(Data shown Opens)

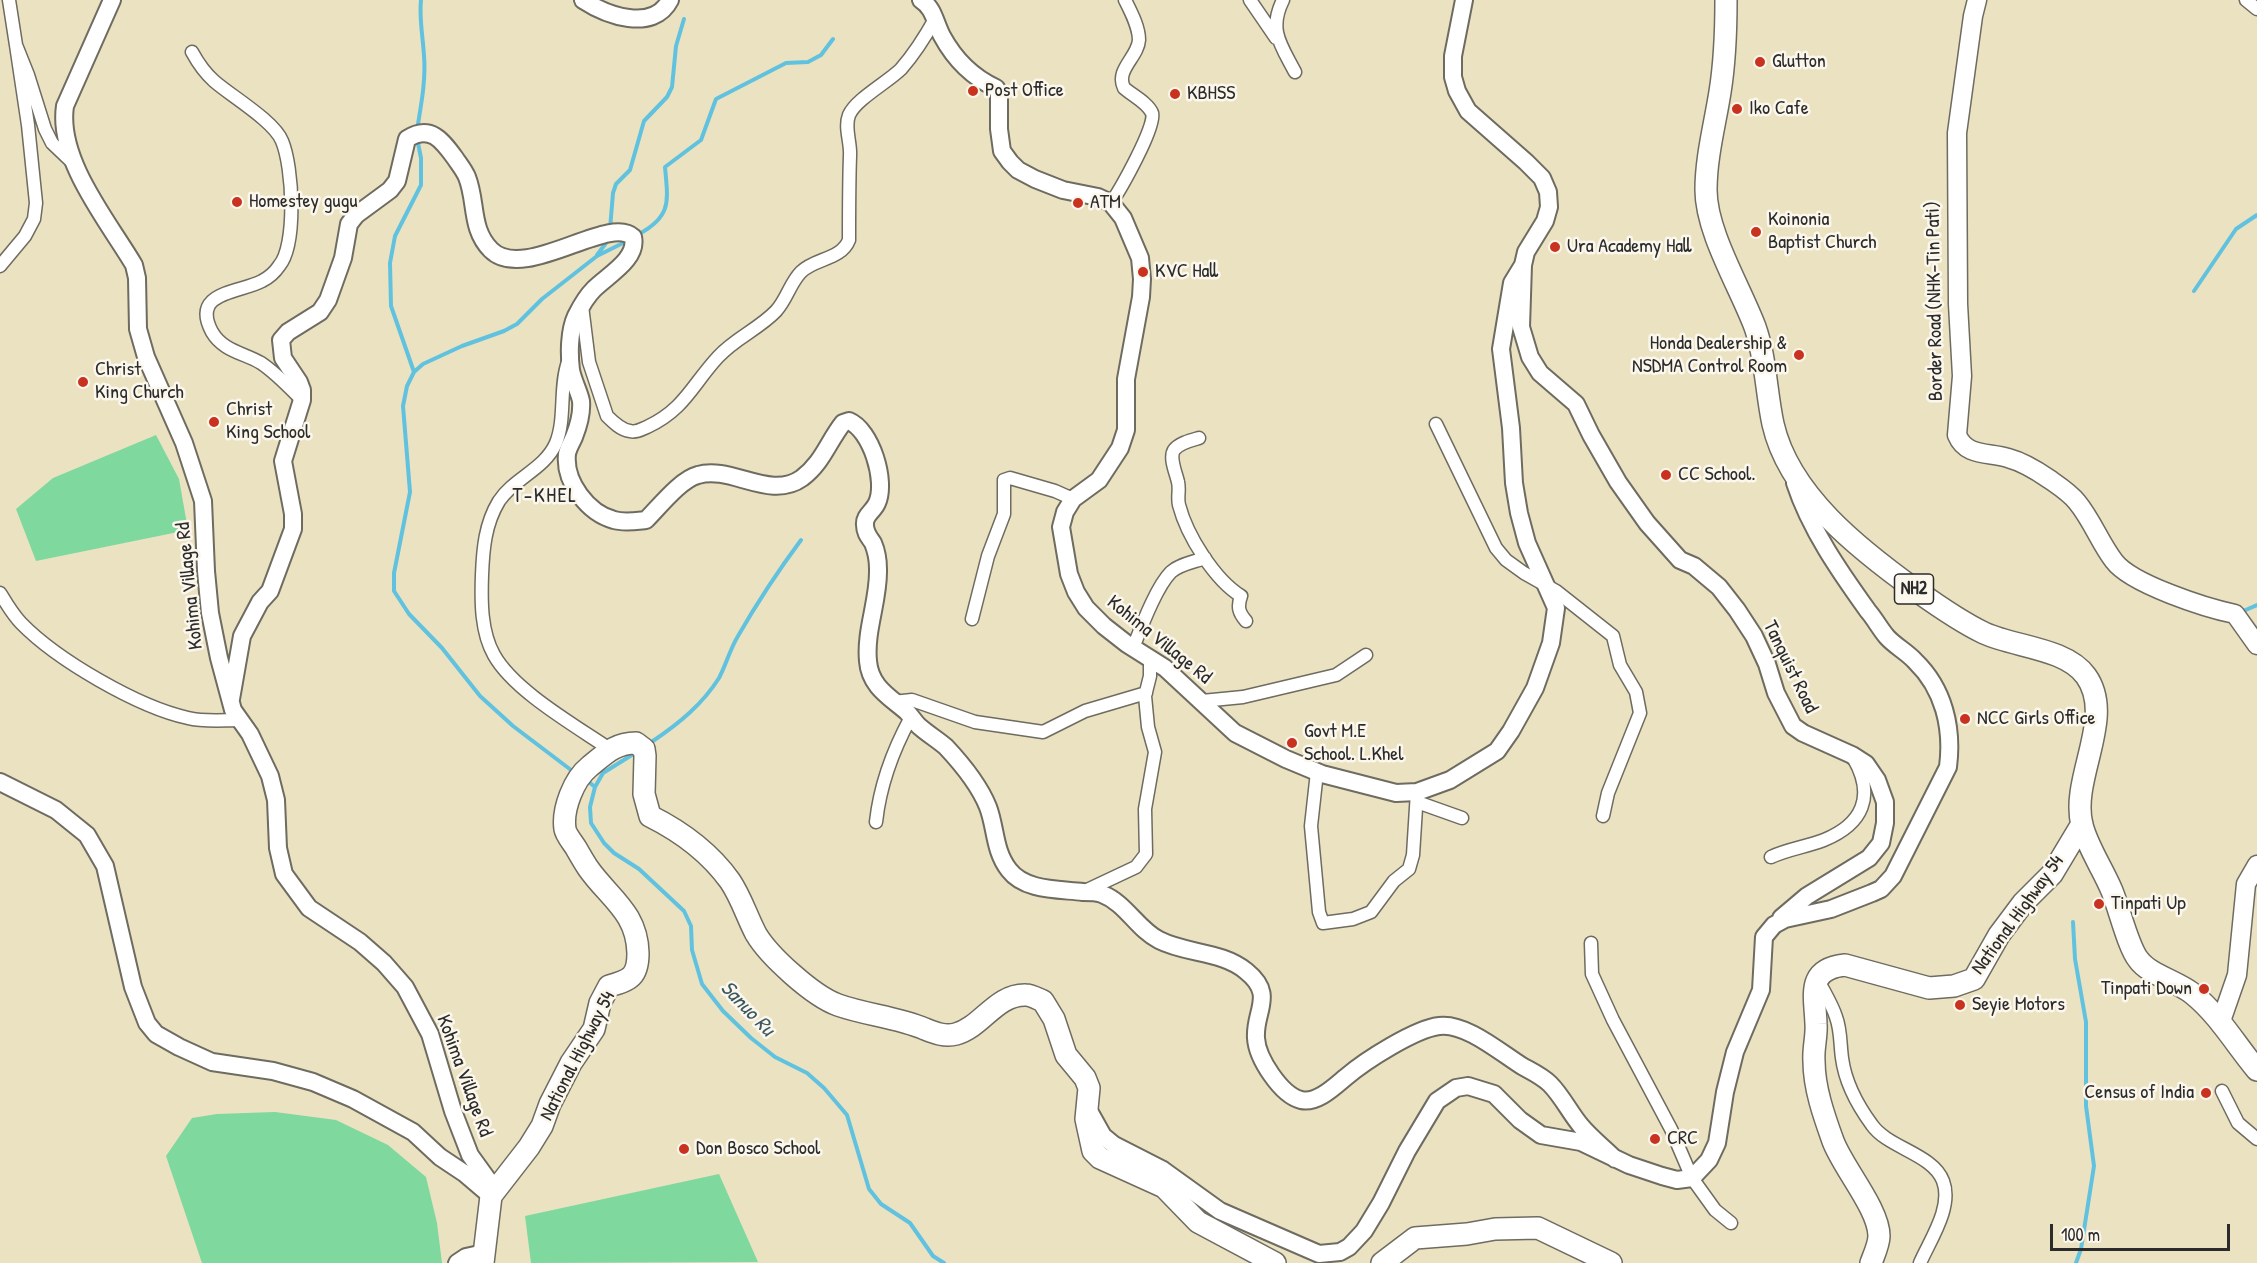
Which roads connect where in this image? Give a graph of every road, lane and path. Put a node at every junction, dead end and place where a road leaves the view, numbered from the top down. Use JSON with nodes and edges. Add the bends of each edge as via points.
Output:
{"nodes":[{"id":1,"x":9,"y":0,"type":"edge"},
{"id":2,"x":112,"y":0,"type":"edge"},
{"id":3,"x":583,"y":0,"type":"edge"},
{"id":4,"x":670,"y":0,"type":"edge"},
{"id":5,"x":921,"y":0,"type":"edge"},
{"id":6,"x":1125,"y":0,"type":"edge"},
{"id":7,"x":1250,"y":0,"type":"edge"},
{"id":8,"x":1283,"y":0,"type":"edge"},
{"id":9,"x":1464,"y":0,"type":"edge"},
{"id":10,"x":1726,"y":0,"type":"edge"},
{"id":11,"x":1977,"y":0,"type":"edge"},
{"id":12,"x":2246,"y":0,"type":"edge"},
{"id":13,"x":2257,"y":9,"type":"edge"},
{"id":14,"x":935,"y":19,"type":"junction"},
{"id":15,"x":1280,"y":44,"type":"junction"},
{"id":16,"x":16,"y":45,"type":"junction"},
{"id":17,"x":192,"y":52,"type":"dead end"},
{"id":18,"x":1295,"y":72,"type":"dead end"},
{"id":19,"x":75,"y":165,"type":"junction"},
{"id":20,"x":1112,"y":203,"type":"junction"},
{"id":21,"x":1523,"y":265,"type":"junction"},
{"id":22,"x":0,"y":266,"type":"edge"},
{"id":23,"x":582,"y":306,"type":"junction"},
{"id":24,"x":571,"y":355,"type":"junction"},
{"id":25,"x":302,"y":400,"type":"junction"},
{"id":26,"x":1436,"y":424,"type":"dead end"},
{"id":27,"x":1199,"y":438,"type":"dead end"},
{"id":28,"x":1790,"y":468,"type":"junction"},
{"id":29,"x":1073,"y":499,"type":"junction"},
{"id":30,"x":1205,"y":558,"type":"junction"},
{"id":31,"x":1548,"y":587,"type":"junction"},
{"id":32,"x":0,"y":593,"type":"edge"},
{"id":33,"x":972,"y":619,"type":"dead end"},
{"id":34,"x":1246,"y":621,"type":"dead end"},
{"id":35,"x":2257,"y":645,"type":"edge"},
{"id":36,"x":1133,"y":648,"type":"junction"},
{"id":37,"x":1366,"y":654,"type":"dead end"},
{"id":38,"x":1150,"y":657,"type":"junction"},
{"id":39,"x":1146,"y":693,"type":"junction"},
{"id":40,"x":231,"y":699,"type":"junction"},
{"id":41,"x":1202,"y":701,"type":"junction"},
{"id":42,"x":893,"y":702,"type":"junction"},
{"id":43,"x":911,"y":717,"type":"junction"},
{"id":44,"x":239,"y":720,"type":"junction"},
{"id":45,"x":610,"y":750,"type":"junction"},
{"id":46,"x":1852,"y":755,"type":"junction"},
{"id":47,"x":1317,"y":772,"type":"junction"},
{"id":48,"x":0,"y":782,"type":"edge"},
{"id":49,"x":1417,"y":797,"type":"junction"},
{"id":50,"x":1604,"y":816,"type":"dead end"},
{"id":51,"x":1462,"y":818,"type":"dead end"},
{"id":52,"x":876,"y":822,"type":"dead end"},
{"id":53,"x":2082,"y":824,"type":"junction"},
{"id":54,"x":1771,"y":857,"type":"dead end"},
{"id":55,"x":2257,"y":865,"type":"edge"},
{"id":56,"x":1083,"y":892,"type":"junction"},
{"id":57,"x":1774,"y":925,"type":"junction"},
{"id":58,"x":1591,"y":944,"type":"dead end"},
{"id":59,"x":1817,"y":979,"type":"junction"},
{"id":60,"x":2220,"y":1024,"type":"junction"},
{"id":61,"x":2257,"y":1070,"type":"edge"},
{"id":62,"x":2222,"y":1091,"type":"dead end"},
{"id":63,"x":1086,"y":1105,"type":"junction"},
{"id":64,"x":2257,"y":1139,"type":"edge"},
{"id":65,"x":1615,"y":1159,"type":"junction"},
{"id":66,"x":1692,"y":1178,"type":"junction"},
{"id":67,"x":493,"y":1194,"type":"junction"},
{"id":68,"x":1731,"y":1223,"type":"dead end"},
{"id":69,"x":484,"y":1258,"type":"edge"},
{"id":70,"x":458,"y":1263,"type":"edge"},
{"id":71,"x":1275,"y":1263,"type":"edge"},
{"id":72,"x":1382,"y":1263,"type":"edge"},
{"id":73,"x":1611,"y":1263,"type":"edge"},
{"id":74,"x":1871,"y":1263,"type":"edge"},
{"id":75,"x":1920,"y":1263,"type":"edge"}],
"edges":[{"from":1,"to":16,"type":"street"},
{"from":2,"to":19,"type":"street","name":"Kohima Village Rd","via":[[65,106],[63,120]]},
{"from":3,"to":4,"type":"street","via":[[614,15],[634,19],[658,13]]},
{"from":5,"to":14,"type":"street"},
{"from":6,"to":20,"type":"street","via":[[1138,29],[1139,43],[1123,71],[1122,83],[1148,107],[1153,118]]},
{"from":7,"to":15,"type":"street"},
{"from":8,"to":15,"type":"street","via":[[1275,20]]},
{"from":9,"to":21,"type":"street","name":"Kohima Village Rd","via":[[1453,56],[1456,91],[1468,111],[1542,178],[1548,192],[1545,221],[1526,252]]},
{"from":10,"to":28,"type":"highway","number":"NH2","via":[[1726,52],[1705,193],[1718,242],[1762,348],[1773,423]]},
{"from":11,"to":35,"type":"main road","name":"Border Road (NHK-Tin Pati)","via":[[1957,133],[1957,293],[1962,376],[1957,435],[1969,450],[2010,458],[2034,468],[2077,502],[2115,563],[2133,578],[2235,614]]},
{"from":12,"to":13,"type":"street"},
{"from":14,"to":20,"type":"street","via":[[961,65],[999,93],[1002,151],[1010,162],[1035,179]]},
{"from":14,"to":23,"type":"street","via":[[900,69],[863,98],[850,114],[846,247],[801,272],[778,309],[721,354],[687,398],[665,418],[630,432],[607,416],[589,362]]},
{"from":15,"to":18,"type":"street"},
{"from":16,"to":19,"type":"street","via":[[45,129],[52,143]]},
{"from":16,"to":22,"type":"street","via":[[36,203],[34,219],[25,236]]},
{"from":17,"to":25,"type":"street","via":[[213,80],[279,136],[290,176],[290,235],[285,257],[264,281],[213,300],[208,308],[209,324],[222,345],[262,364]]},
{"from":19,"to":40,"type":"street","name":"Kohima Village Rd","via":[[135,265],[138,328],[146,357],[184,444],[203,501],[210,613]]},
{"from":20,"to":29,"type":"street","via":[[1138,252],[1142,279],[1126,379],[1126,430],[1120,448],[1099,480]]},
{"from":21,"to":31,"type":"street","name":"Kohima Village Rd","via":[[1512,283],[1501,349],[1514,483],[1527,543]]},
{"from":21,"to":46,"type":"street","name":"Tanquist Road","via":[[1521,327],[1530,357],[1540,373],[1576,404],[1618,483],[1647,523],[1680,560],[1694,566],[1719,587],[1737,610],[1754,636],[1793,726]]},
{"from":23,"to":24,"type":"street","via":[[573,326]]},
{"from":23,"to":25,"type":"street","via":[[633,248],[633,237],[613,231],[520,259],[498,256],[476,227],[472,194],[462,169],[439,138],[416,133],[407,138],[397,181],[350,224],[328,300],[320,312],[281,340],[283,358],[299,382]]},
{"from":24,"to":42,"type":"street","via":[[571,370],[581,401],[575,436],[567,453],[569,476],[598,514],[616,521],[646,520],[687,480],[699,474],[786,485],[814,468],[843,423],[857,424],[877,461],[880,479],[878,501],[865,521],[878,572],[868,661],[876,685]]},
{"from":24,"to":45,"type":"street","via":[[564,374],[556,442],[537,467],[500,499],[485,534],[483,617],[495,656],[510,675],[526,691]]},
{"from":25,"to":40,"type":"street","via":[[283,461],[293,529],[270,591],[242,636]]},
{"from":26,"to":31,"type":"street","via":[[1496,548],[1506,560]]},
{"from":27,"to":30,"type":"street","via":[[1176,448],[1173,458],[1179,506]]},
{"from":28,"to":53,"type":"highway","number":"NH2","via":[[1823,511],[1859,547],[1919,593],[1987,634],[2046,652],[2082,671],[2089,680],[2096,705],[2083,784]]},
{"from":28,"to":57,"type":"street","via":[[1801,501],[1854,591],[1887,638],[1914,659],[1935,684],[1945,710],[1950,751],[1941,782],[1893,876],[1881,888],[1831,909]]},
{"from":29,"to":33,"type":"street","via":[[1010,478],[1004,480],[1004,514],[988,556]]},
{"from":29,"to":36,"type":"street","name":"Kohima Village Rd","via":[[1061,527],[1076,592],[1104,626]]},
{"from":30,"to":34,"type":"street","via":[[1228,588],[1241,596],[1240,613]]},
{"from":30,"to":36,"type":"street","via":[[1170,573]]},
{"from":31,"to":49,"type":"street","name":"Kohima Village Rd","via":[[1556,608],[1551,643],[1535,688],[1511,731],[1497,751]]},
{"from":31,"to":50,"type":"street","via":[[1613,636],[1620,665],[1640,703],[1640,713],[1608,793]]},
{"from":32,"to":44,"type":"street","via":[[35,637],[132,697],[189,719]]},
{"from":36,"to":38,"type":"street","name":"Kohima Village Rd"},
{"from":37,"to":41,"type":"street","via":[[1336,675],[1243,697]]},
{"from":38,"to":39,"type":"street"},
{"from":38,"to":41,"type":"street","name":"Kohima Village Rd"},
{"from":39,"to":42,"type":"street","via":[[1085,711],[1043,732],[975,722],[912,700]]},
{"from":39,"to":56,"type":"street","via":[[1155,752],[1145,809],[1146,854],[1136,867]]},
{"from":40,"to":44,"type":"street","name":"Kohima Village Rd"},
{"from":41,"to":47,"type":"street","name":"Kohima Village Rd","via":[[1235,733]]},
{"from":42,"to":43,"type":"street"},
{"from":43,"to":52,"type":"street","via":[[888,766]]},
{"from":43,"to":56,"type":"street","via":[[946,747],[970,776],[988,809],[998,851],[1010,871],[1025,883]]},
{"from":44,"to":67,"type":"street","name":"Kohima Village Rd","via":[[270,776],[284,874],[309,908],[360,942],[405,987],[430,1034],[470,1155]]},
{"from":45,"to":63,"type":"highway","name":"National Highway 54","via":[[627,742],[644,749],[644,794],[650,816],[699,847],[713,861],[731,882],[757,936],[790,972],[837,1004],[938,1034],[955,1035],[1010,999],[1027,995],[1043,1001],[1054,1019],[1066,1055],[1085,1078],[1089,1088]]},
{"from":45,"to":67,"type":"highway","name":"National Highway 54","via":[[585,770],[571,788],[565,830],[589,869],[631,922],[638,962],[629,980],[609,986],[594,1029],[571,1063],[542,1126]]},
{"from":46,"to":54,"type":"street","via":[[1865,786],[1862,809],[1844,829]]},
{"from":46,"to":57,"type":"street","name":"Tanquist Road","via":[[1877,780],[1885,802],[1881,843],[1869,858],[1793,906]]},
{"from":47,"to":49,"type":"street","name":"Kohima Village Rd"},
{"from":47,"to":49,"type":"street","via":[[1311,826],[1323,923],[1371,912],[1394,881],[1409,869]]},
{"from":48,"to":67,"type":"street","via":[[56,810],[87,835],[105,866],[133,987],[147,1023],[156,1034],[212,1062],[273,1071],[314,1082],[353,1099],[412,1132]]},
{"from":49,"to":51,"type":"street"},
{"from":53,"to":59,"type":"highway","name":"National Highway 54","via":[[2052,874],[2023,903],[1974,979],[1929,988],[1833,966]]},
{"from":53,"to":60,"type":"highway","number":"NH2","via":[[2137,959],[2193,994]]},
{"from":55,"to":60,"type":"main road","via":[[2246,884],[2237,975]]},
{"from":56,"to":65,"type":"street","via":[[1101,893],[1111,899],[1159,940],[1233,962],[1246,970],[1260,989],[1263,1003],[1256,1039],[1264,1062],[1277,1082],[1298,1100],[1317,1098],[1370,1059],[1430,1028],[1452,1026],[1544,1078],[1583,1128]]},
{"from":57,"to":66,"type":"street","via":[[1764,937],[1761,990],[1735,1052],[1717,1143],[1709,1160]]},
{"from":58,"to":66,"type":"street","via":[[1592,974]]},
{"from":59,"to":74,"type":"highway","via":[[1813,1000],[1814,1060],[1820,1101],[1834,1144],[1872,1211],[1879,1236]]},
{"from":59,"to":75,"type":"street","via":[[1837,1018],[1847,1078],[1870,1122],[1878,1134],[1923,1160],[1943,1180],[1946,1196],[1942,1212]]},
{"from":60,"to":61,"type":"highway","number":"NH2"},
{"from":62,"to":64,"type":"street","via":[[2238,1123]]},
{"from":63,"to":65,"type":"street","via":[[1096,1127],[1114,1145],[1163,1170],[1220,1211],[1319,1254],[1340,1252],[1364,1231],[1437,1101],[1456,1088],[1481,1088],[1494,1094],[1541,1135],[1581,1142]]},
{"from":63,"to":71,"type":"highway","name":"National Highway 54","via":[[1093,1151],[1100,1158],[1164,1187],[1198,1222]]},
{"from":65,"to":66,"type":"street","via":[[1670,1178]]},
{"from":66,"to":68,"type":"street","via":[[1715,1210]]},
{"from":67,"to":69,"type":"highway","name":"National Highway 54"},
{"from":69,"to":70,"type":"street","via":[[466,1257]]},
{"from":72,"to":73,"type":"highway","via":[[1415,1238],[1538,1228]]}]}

(Data shown Closes)

Task goal: Report each line of the data in which "main" occurs.

Answer below:
{"from":11,"to":35,"type":"main road","name":"Border Road (NHK-Tin Pati)","via":[[1957,133],[1957,293],[1962,376],[1957,435],[1969,450],[2010,458],[2034,468],[2077,502],[2115,563],[2133,578],[2235,614]]},
{"from":55,"to":60,"type":"main road","via":[[2246,884],[2237,975]]},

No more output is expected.